Photoredox catalysis, which harnesses the power of light to drive chemical reactions, has now gone asymmetric, allowing chemists to prepare valuable single-enantiomer products.
‘Photocatalysis exploits the energy of visible light to generate reactive radical species under remarkably mild conditions,’ explains Mattia Silvi, a photochemistry expert at the University of Nottingham, UK. ‘But the high reactivity of such species makes them particularly difficult to tame in the context of enantioselective processes.’ Many compounds exist in two mirror image forms known as enantiomers, which possess identical physical properties but interact differently with other ‘handed molecules’ such as amino acids and sugars. Access to the separate forms of these compounds is vital for the pharmaceutical industry, which must produce and test single enantiomers to guarantee the safety and efficacy of all new medicines.
Typically, enantioselective reactions rely on orienting the substrates to form a specific product, but the unstable photocatalytic intermediates lack any means to exert this spatial control. Previous attempts to combine existing asymmetric methods, such as transition metal or enamine catalysis, with photoredox chemistry have met with only moderate success as they often require complex multi-catalyst systems which limit the reaction scope.
Instead, by introducing a chiral counteranion to direct the orientation of the positively-charged radical intermediate, Nobel laureate Benjamin List at the Max-Planck-Institute for Coal Research in Germany has developed a highly general method to control photochemical reactions. Known as asymmetric counteranion-directed catalysis, this ion-pairing approach has been widely adopted in other areas of organic catalysis, but a number of specific challenges exist for photochemical systems. ‘Photoredox catalysis goes asymmetric,’ is List’s simple takeaway message from his team’s work.
‘The radical cations formed are extremely acidic, so in the presence of a counteranion, they decompose by donating a proton,’ explains Sébastien Laulhé, a radical chemist at Indiana University–Purdue University Indianapolis, US. ‘ That means List has had to find a chiral counteranion that has a negative charge strong enough to electrostatically associate with the radical cation, but weak enough that it doesn’t decompose it.’
List’s team investigated the effect of a series of chiral anions on a photochemical [2+2] cycloaddition reaction, ultimately achieving an impressive 95.5:4.5 enantiomeric ratio on test substrates at −100°C using the highly confined imidodiphosphorimidate anion. Following this success, the team evaluated a range of substrates and commercial photocatalysts, demonstrating excellent functional group tolerance and broad compatibility with a variety of catalysts. ‘Any substrate that is activated by delivering an electron to a photocatalyst becomes positively charged and will associate with our anion, enabling the control of its reactivity and selectivity,’ says List. ‘There are a vast number of such reactions that could be handled this way, and [what’s] more, the inverse polarity, ie using a counteraction, is also possible. That is the beauty of the concept.’

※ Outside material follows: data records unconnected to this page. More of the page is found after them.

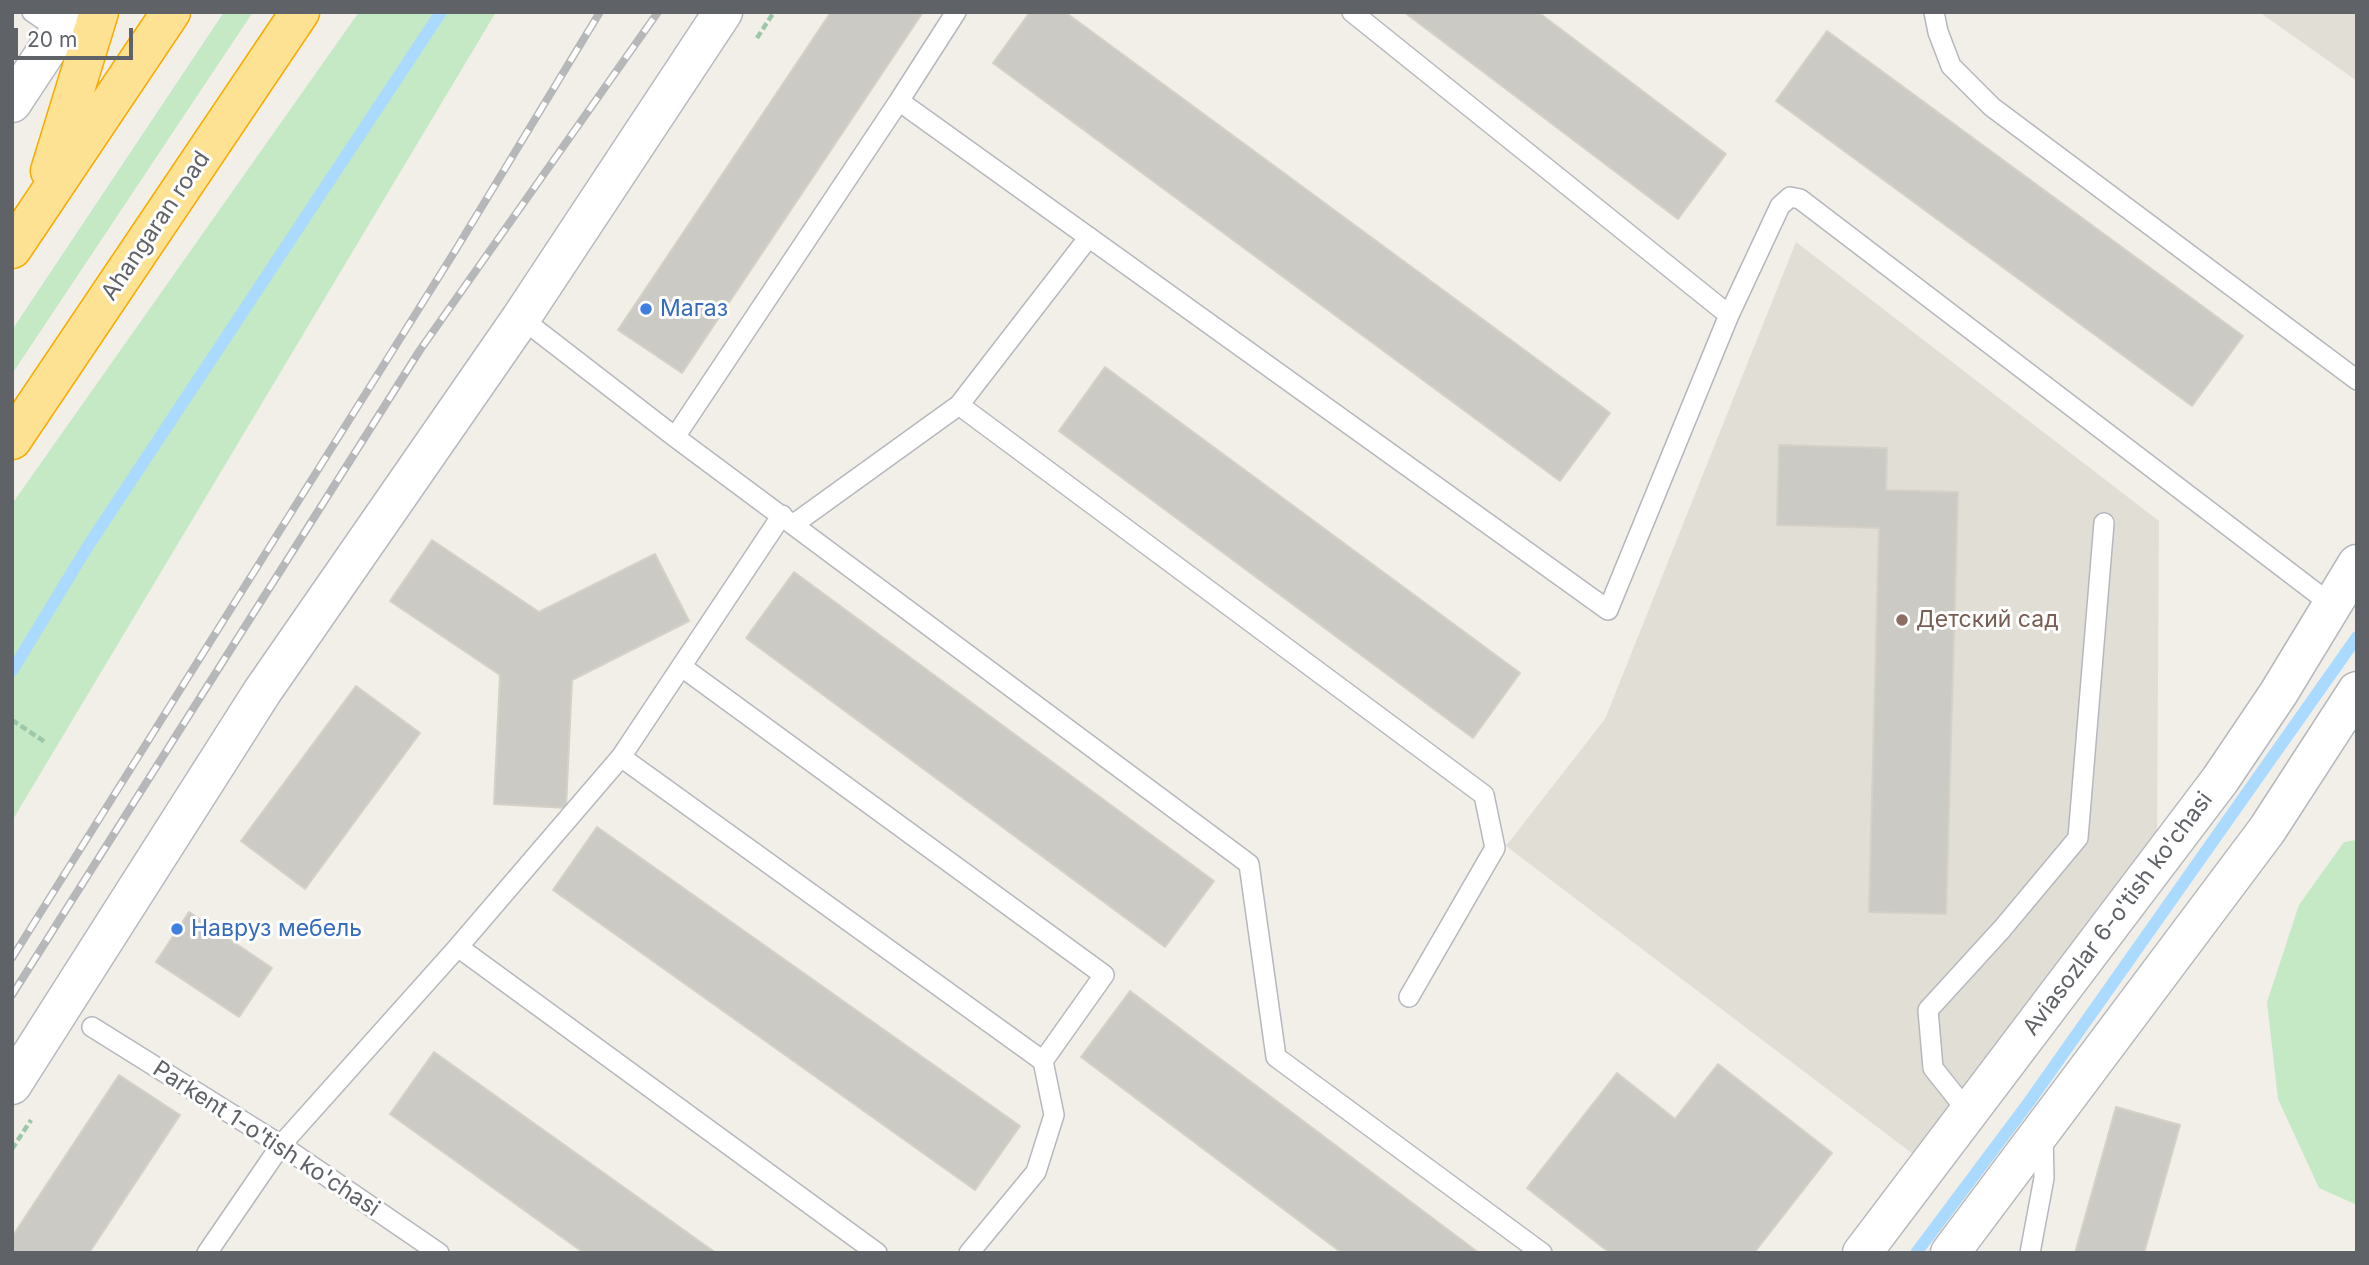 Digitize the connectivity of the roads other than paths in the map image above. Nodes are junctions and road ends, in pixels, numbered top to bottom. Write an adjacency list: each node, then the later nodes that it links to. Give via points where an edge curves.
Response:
1 (99, 12): 8 (highway)
2 (171, 12): 11 (highway)
3 (300, 12): 19 (highway, Ahangaran road)
4 (723, 12): 15 (street)
5 (956, 12): 9 (lane)
6 (1352, 12): 14 (lane)
7 (1934, 12): 16 (lane, via 1951,66 1992,107)
8 (63, 26): 10 (street); 11 (highway)
9 (900, 101): 12 (lane); 18 (lane)
10 (12, 103)
11 (37, 212): 13 (highway)
12 (1089, 237): 14 (lane, via 1608,610); 17 (lane)
13 (12, 249)
14 (1729, 315): 22 (lane, via 1780,206 1790,197 1800,199)
15 (521, 318): 18 (lane); 30 (street, via 262,692)
16 (2357, 380)
17 (958, 405): 20 (lane); 27 (lane, via 1484,795 1495,848)
18 (675, 437): 20 (lane)
19 (12, 440)
20 (788, 520): 23 (lane); 38 (lane, via 1249,864 1276,1056)
21 (2104, 523): 31 (lane, via 2078,838 1928,1010 1933,1068)
22 (2348, 594): 31 (street, Aviasozlar 6-o'tish ko'chasi, via 2220,780)
23 (682, 667): 25 (lane); 29 (lane, via 1104,975)
24 (2357, 691): 32 (street, via 2267,830)
25 (621, 757): 26 (lane); 29 (lane)
26 (458, 947): 33 (lane); 36 (lane)
27 (1409, 997)
28 (92, 1027): 33 (lane, Parkent 1-o'tish ko'chasi)
29 (1043, 1061): 37 (lane, via 1054,1115 1036,1172)
30 (12, 1085)
31 (1968, 1112): 39 (street, Aviasozlar 6-o'tish ko'chasi)
32 (2042, 1129): 40 (street); 41 (lane, via 2044,1178)
33 (281, 1145): 34 (lane); 35 (lane, Parkent 1-o'tish ko'chasi)
34 (207, 1253)
35 (439, 1253)
36 (877, 1253)
37 (970, 1253)
38 (1542, 1253)
39 (1861, 1253)
40 (1950, 1253)
41 (2030, 1253) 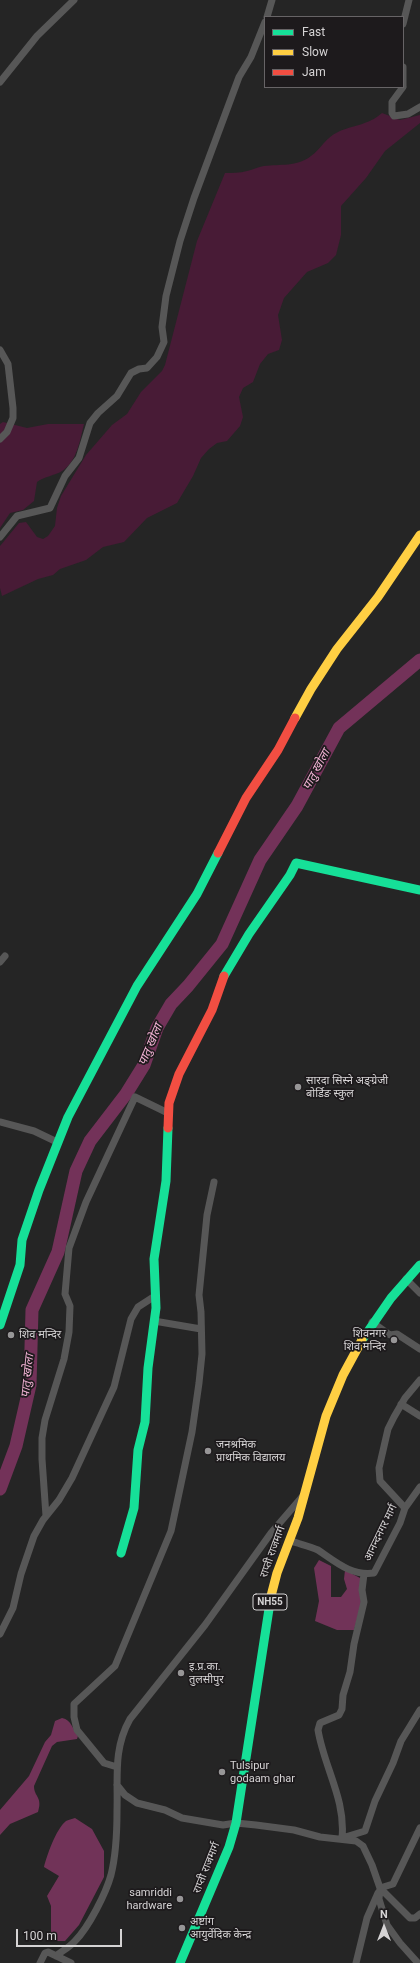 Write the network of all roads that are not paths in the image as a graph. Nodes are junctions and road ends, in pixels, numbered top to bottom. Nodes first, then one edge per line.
1 (74, 0) edge
2 (272, 0) edge
3 (409, 0) edge
4 (267, 16) edge
5 (404, 20) edge
6 (264, 24) edge
7 (0, 82) edge
8 (402, 88) edge
9 (420, 107) edge
10 (0, 350) edge
11 (0, 438) edge
12 (420, 536) edge
13 (0, 537) edge
14 (420, 890) edge
15 (5, 956) dead end
16 (0, 962) edge
17 (168, 1113) junction
18 (0, 1122) edge
19 (57, 1142) junction
20 (214, 1182) dead end
21 (420, 1265) edge
22 (406, 1279) junction
23 (420, 1293) edge
24 (155, 1296) junction
25 (154, 1321) junction
26 (372, 1322) junction
27 (0, 1325) edge
28 (201, 1329) junction
29 (420, 1349) edge
30 (420, 1380) edge
31 (401, 1404) junction
32 (420, 1416) edge
33 (420, 1487) edge
34 (305, 1494) junction
35 (405, 1508) junction
36 (46, 1516) junction
37 (291, 1541) junction
38 (121, 1553) dead end
39 (364, 1574) junction
40 (0, 1634) edge
41 (420, 1710) edge
42 (116, 1767) junction
43 (116, 1785) junction
44 (236, 1823) junction
45 (420, 1828) edge
46 (342, 1838) junction
47 (380, 1888) junction
48 (420, 1914) edge
49 (56, 1956) junction
50 (415, 1962) edge
51 (40, 1963) edge
52 (71, 1963) edge
53 (180, 1963) edge
54 (356, 1963) edge

1 - 7 street
2 - 4 street
3 - 5 street
6 - 13 street
8 - 9 street
10 - 11 street
12 - 19 street
14 - 17 street
15 - 16 street
17 - 24 street
17 - 36 street
18 - 19 street
19 - 27 street
20 - 28 street
21 - 22 street, राप्ती राजमार्ग / NH55
22 - 23 street
22 - 26 street, राप्ती राजमार्ग / NH55
24 - 25 street
24 - 36 street
25 - 28 street
25 - 38 street
26 - 29 street
26 - 34 street, राप्ती राजमार्ग / NH55
28 - 42 street
30 - 31 street
31 - 32 street
31 - 35 street
33 - 35 street, आनन्दनगर मार्ग
34 - 37 street, राप्ती राजमार्ग / NH55
34 - 42 street
35 - 39 street, आनन्दनगर मार्ग
36 - 40 street
37 - 39 street, आनन्दनगर मार्ग
37 - 44 street, राप्ती राजमार्ग / NH55
39 - 46 street
41 - 46 street
42 - 43 street
43 - 44 street
43 - 49 street
44 - 46 street
44 - 53 street, राप्ती राजमार्ग / NH55
45 - 47 street
46 - 47 street
47 - 48 street
47 - 50 street
47 - 54 street
49 - 51 street
49 - 52 street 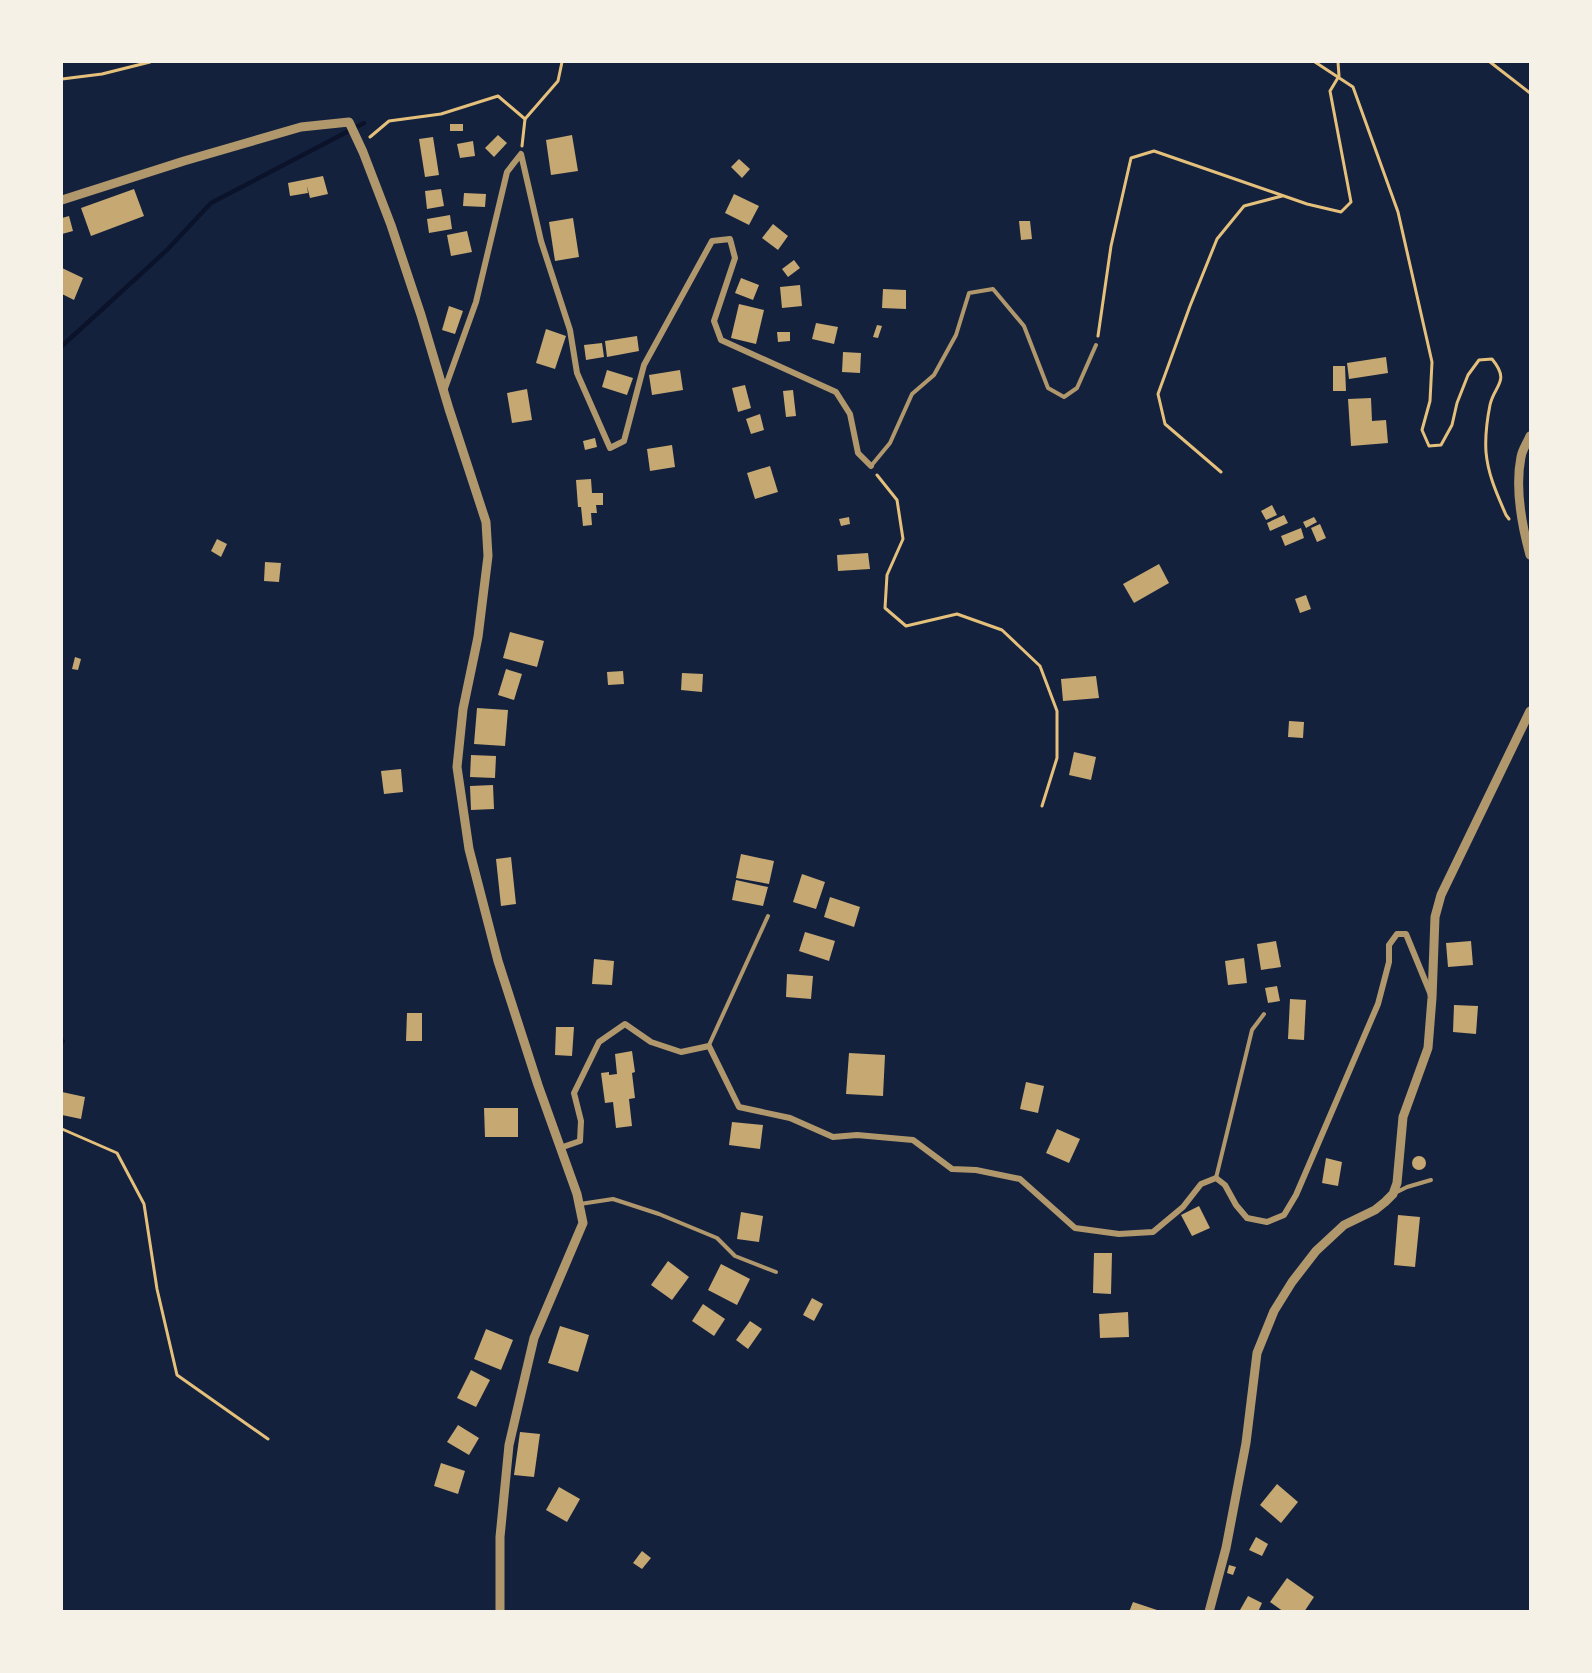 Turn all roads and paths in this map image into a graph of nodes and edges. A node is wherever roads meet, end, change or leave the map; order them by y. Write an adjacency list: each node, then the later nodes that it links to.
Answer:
1 (150, 62): 7 (path)
2 (562, 62): 9 (path)
3 (1315, 62): 6 (path)
4 (1338, 62): 6 (path)
5 (1490, 62): 8 (path)
6 (1339, 76): 12 (path); 19 (path)
7 (62, 79)
8 (1530, 93)
9 (525, 119): 10 (path); 11 (path)
10 (358, 142): 13 (street); 15 (street)
11 (521, 154): 15 (street); 17 (street)
12 (1283, 196): 14 (path); 18 (path)
13 (62, 200)
14 (1096, 345): 17 (lane)
15 (444, 392): 28 (street)
16 (1530, 436): 19 (street)
17 (871, 466): 22 (path)
18 (1221, 472)
19 (1526, 539): 20 (street)
20 (1530, 555)
21 (1530, 711): 24 (street)
22 (1042, 806)
23 (768, 916): 26 (lane)
24 (1432, 998): 29 (street); 31 (street)
25 (1264, 1014): 29 (lane)
26 (709, 1046): 28 (street); 29 (street)
27 (62, 1129): 34 (path)
28 (560, 1148): 32 (street)
29 (1216, 1178)
30 (1431, 1180): 31 (lane)
31 (1393, 1194): 36 (street)
32 (579, 1204): 33 (lane); 35 (street)
33 (776, 1272)
34 (268, 1439)
35 (500, 1611)
36 (1209, 1611)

List’s strategy addresses one of the longstanding problems in photoredox chemistry. ‘Merging enantioinduction with the tremendous versatility of photocatalytic reactivity provides an exciting approach towards enantioenriched motifs,’ says Mario Wiesenfeldt, a photocatalytic chemist at Ruhr University Bochum, Germany. ‘Given the high potential for generality, it could be worthwhile to develop a room-temperature version of this mode of enantioinduction. I would, however, be equally interested to see this idea applied to further photocatalytic transformations.’
The List group are keen to apply their asymmetric approach to traditionally racemic photochemical reactions and hope that this strategy opens up new and exciting possibilities for synthetic chemists across the board.